The algorithm for diagnosis of FTD begins with detailed clinical assessment and consideration of the consensus clinical criteria [The Lund and Manchester Groups 1994, Neary et al 1998, McKhann et al 2001].
Because FTD-GRN has distinct neuropathologic findings, one approach is to determine if other relatives with dementia had an autopsy demonstrating the characteristic neuropathologic findings [Mackenzie et al 2006].
For those individuals with a family history of FTD and at least one relative with the characteristic NII pathologic findings, molecular genetic testing of GRN would be warranted.
No phenotypes other than FTD-GRN are associated with mutations in GRN.

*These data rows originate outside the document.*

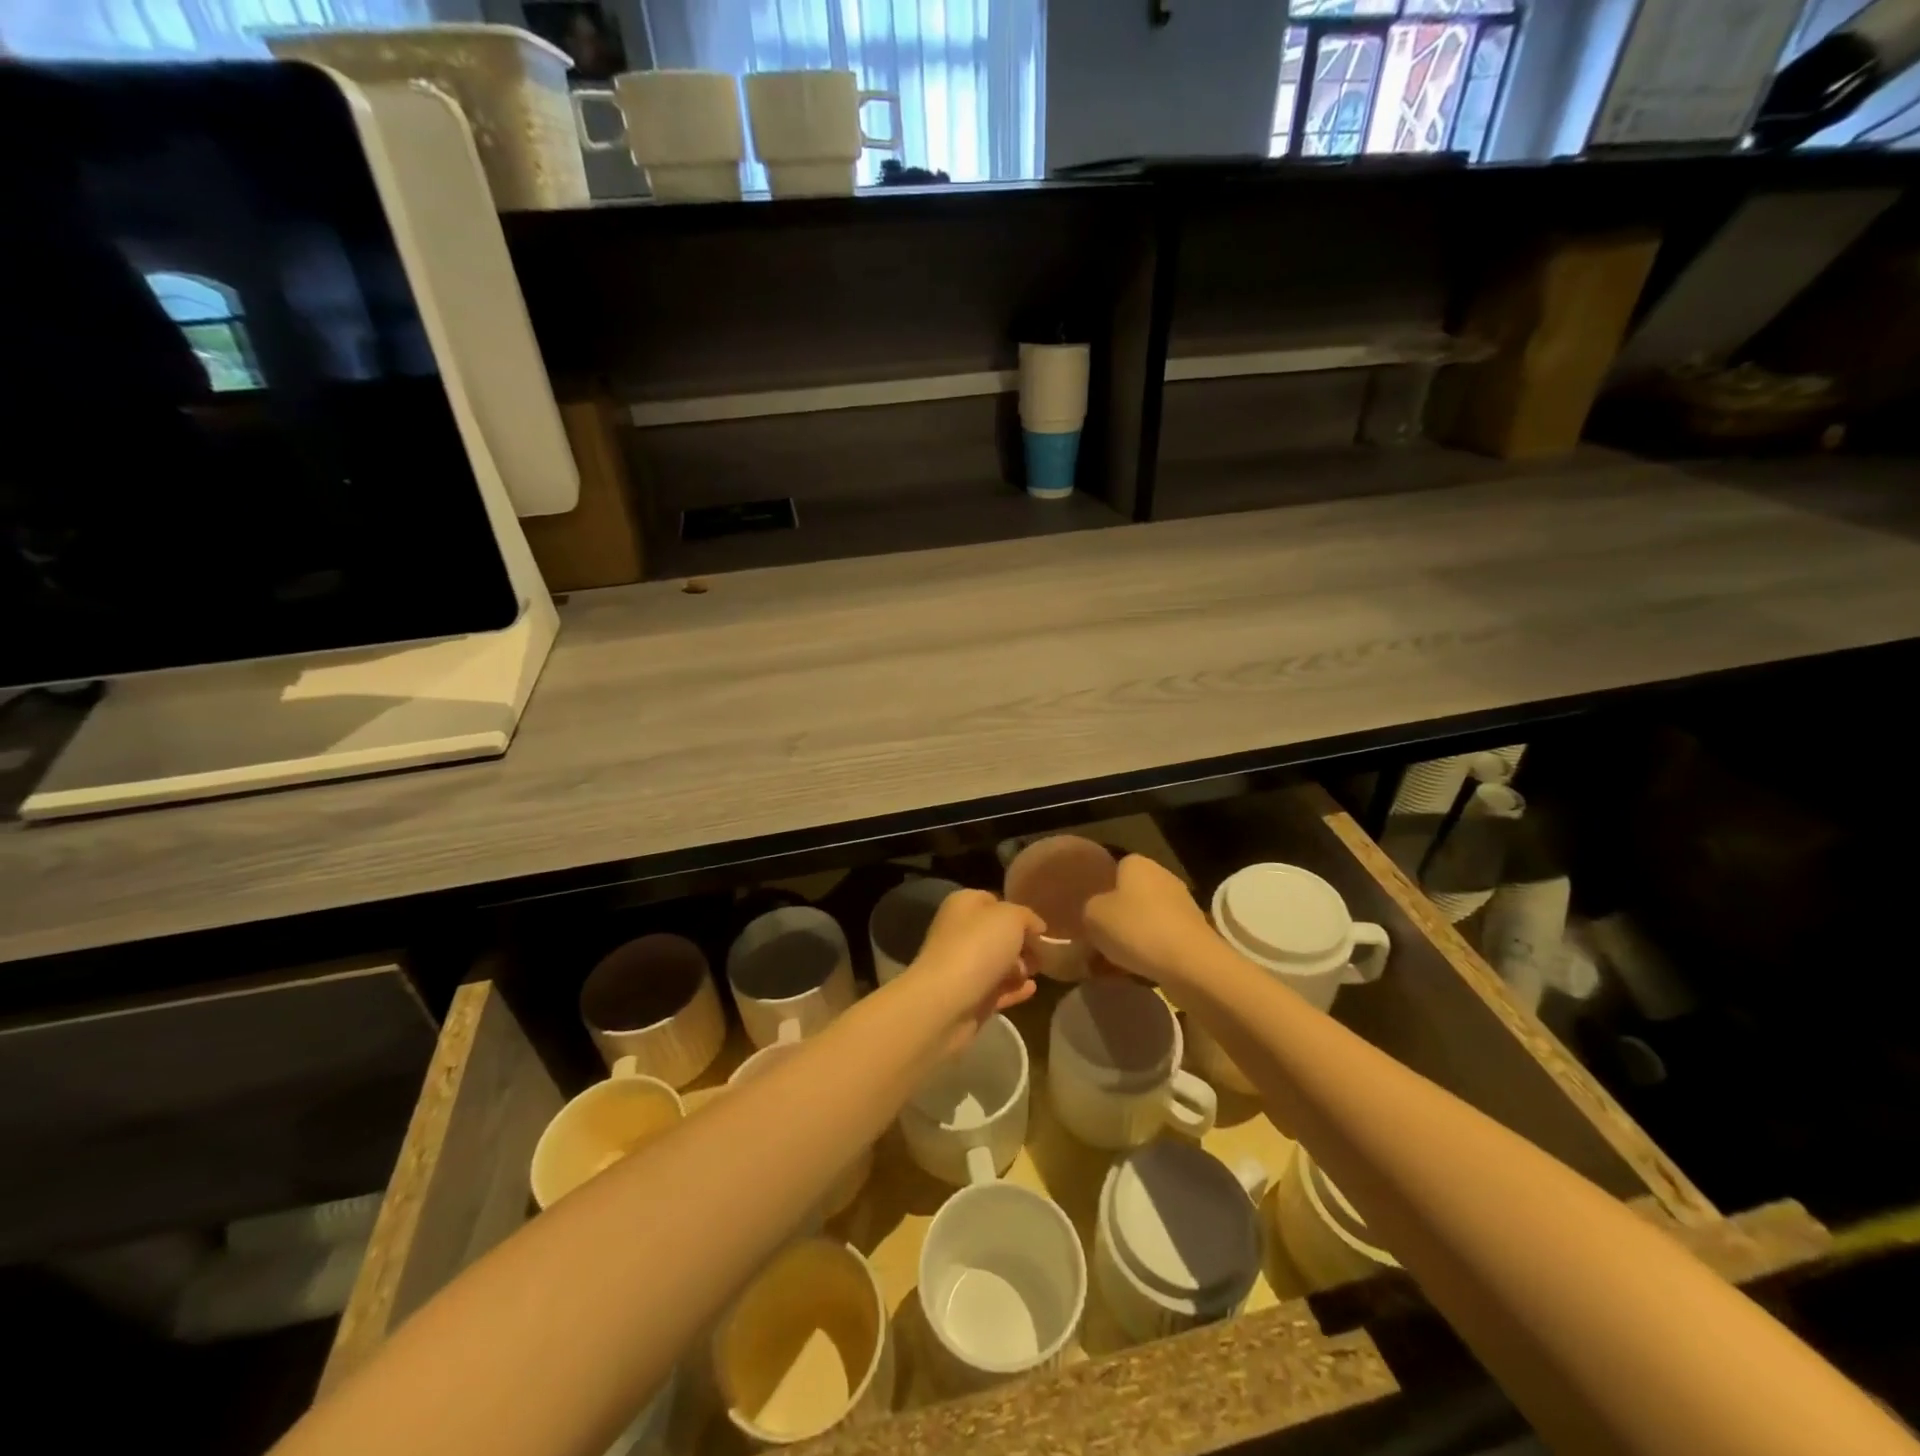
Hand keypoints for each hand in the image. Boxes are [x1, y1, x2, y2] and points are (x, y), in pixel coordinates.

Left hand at [905, 888, 1041, 1054]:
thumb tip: (1036, 927)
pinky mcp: (968, 998)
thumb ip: (1026, 917)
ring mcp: (962, 967)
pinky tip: (1032, 989)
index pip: (993, 901)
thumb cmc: (977, 947)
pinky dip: (1014, 989)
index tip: (1040, 927)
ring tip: (1037, 971)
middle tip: (1042, 952)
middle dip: (1021, 943)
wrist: (945, 1002)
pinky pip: (996, 990)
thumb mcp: (1011, 917)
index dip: (1018, 912)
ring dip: (1019, 967)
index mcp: (963, 905)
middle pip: (996, 934)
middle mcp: (959, 932)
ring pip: (996, 963)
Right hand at [1083, 854, 1218, 992]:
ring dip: (1131, 939)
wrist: (1190, 964)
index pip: (1113, 870)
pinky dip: (1149, 954)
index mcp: (1137, 864)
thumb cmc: (1136, 928)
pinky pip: (1161, 940)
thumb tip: (1095, 914)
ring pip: (1145, 921)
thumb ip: (1088, 909)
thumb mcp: (1091, 915)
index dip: (1100, 891)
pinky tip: (1134, 973)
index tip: (1089, 914)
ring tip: (1111, 964)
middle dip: (1115, 918)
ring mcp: (1182, 905)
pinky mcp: (1194, 934)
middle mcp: (1162, 877)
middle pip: (1130, 897)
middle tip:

Frontotemporal dementia associated with GRN mutations (FTD-GRN) generally affects the frontal and temporal cortex leading to behavioral changes, executive dysfunction, and language disturbances. In FTD-GRN, the parietal cortex and basal ganglia may be affected as well, resulting in parkinsonism, cortical basal syndrome, and memory impairment [Baker et al 2006, Masellis et al 2006, Mukherjee et al 2006, Behrens et al 2007, Josephs et al 2007, Mesulam et al 2007, Spina et al 2007].
Age of onset. The age of onset of FTD-GRN ranges from 35 to 87 years with a mean of 59±7 years [Bruni et al 2007].
Neurocognitive symptoms. Neuropsychological testing may demonstrate early symptoms of impairment on frontal lobe tasks or specific language dysfunction prior to the onset of frank dementia.
Behavioral disturbances are the most common early feature, followed by progressive aphasia [Gass et al 2006, Josephs et al 2007]. This is usually an insidious but profound change in personality and conduct, characterized by distractibility, loss of initiative, apathy and loss of interest in their environment, often accompanied by neglect in personal hygiene and social disinhibition. Some affected individuals demonstrate impulsiveness or compulsiveness and may alter their eating habits with food fads and food craving.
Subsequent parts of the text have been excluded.